Roast nodded. “Yes, I think I’m good.” He turned back to Aura, looking at her expectantly.

“Perfect,” Aura said, picking up the clipboard again and looked him in his eyes. “So, tell me about your second anniversary.”

Right. I still don’t remember what I got her that year. “Give me a minute. I’m trying to remember what we did then.” It didn’t help that Aura still didn’t take her eyes off him.

I remember the amethyst of our first anniversary and the trip I planned to Las Pegasus for our third, but what did I get—

If it weren’t for Aura’s critical eye, Roast would have facehooved. He was utterly disappointed in himself. You didn’t get her anything, you idiot. How could you forget something so special? You are such a terrible…

Roast snorted and looked back up at Aura. “Ah, right. I remember now. I was so focused on trying to recall all the gifts I’d gotten her, that it didn’t cross my mind that she flipped it that year. Sweet Leaf said she didn’t want me to get her anything that year and instead wanted to get me something.

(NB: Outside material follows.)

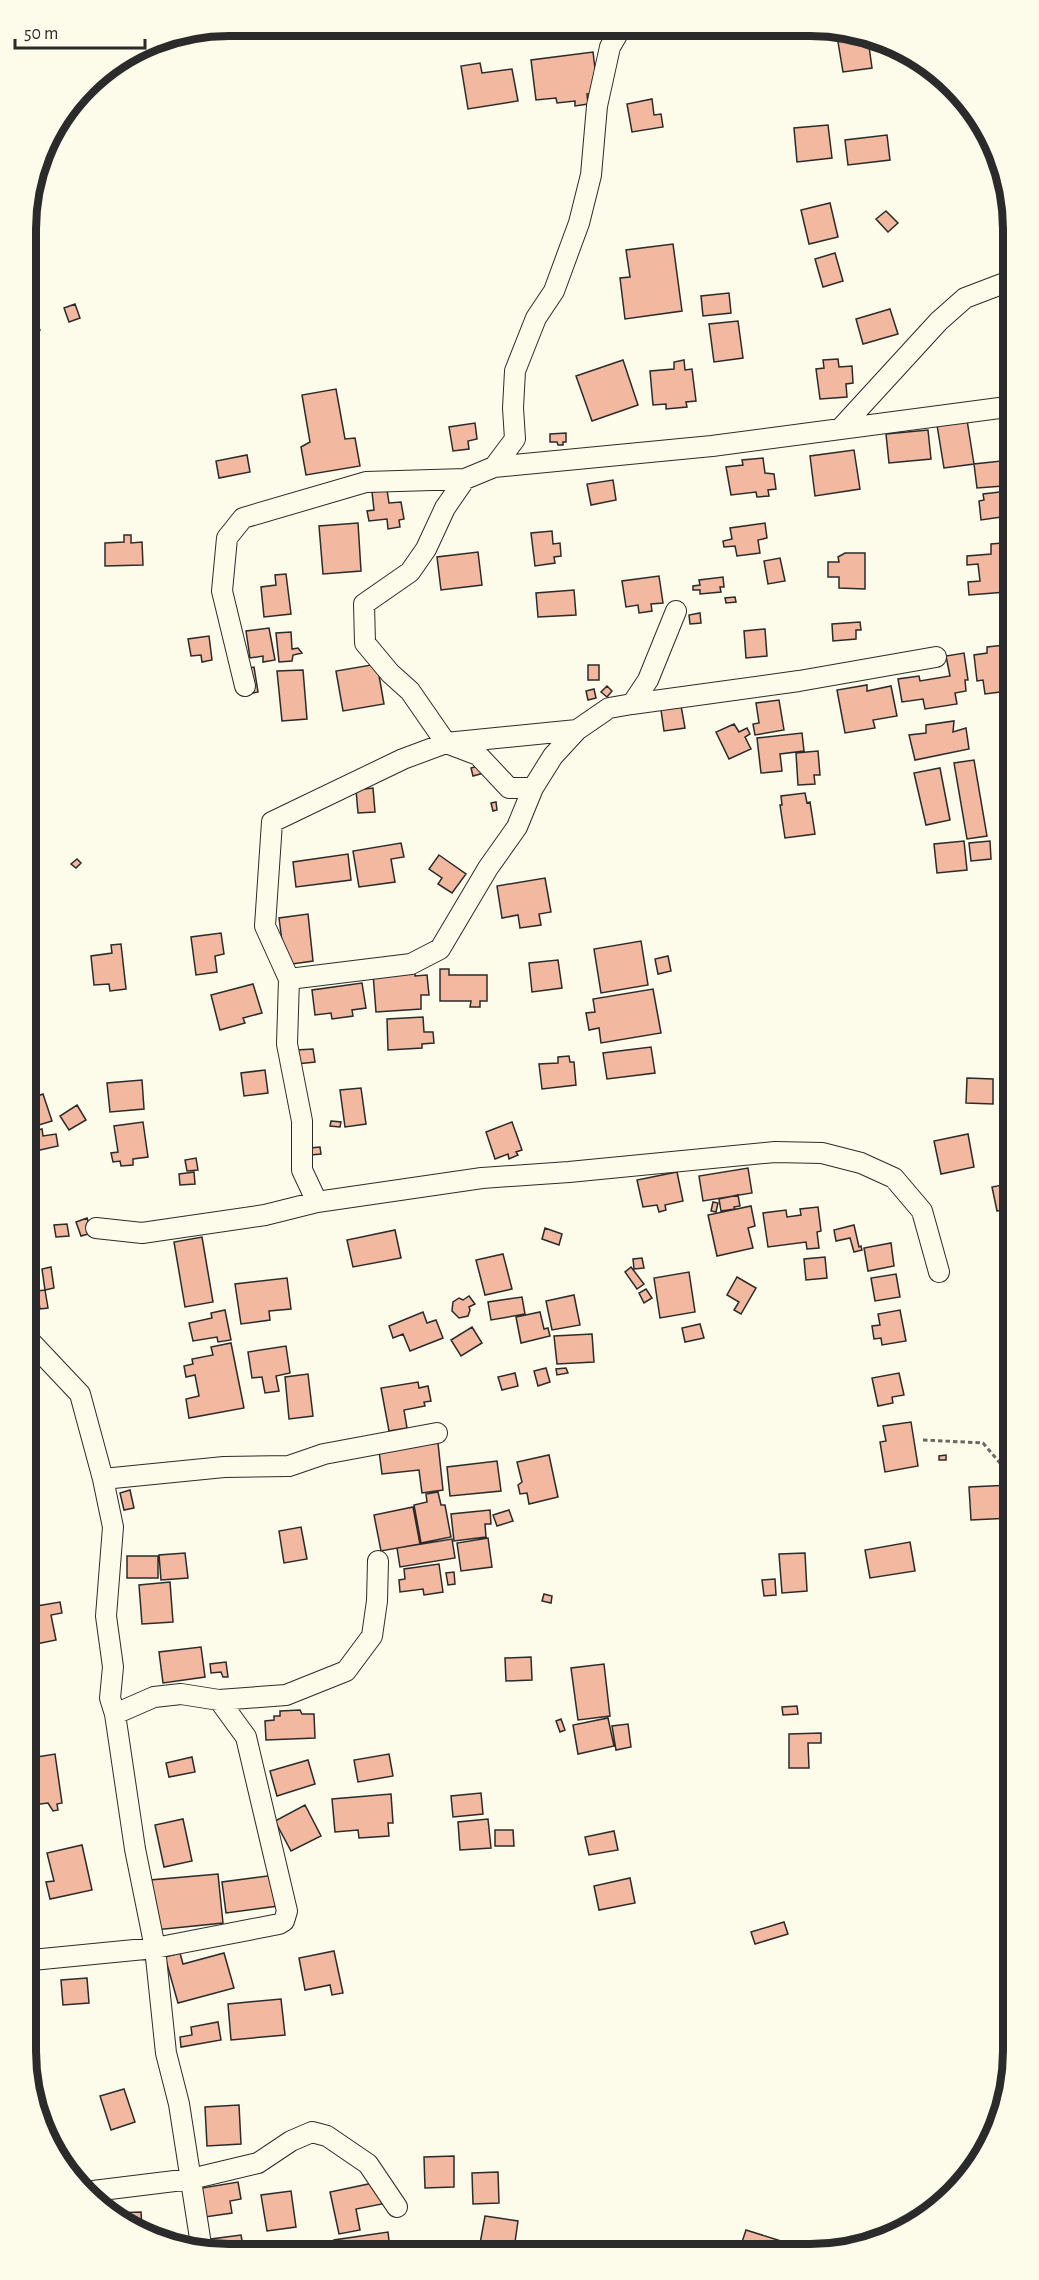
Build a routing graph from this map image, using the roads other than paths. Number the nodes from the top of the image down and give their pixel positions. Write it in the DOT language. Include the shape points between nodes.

“So that year, she…” His words caught as that day ran through his mind. He swallowed and cleared his throat. “Sorry. That year, she was so tight lipped about it. I had no idea what to expect. I’d honestly never had a mare get me a gift like that, not Sweet Leaf, not any mare I dated before her. My mom never did it for my dad either. It was always him getting her something on their anniversary.

“On the day of our anniversary, she, uh,” he licked his dry lips. Come on, keep it together, “she uh, got me a really special gift. I knew she was saving away bits from her portion of the cafe’s revenue, but I had no idea she’d saved up that much. We went out for a wonderful dinner at our favorite restaurant at the time, Sakana Koya. We were regulars there, so they’d let her reserve a private area, just for us. She’d even paid extra to have our own personal server that night. Afterwards, we went home and I’d thought that was it.

“She told me to wait downstairs for a moment while she went to get my other gift ready. I thought that was her way of saying she was going to put on some, uh, nice music or something. When she called me up, she was sitting on the bed with a small gift basket in her lap. She gave it to me and I was dumbfounded when I opened it. Inside was three quarter kilograms of authentic kopi luwak coffee beans. A ‘normal’ sized bag of those beans costs over a thousand bits and there in the bag was twice that amount.

“When I looked back at her, she told me to open the coffee bag.” His voice began to waiver as tears began pooling in his eyes. “I opened it and inside were three of the most beautifully cut brown topaz I’d ever seen. She’d gotten them cut to match the three beans on my cutie mark. Then…” he took a deep, shaky breath, “then she pulls a box out from behind her back. She opens it and inside is a custom made coffee cup and saucer, an exact match to my cutie mark.

“But then, she… she,” A tear broke free, trailing wetly down to his chin, “she told me that everything she got me that night, the value of all the gifts was nothing, compared to her love for me. And I didn’t… I don’t… I…”

Roast gasped as he squeezed his eyes tight, jaw trembling, tears breaking from both eyes. He shook his head and couldn’t… he couldn’t imagine it.

Her. He needed her. He didn’t know where he’d be without her. Had no idea what to do without her, his rock, his shelter, his love. A sob tore from his throat. He tried to hold it back and be strong for her.

He couldn’t.

Cold metal grasped his shoulder. He turned and saw Steel looking at him with sad eyes and open arms. Roast nearly jerked back as Steel leaned forward and wrapped his hooves around him. He tried to convince himself he didn’t need it, that he was a tough stallion and could push through.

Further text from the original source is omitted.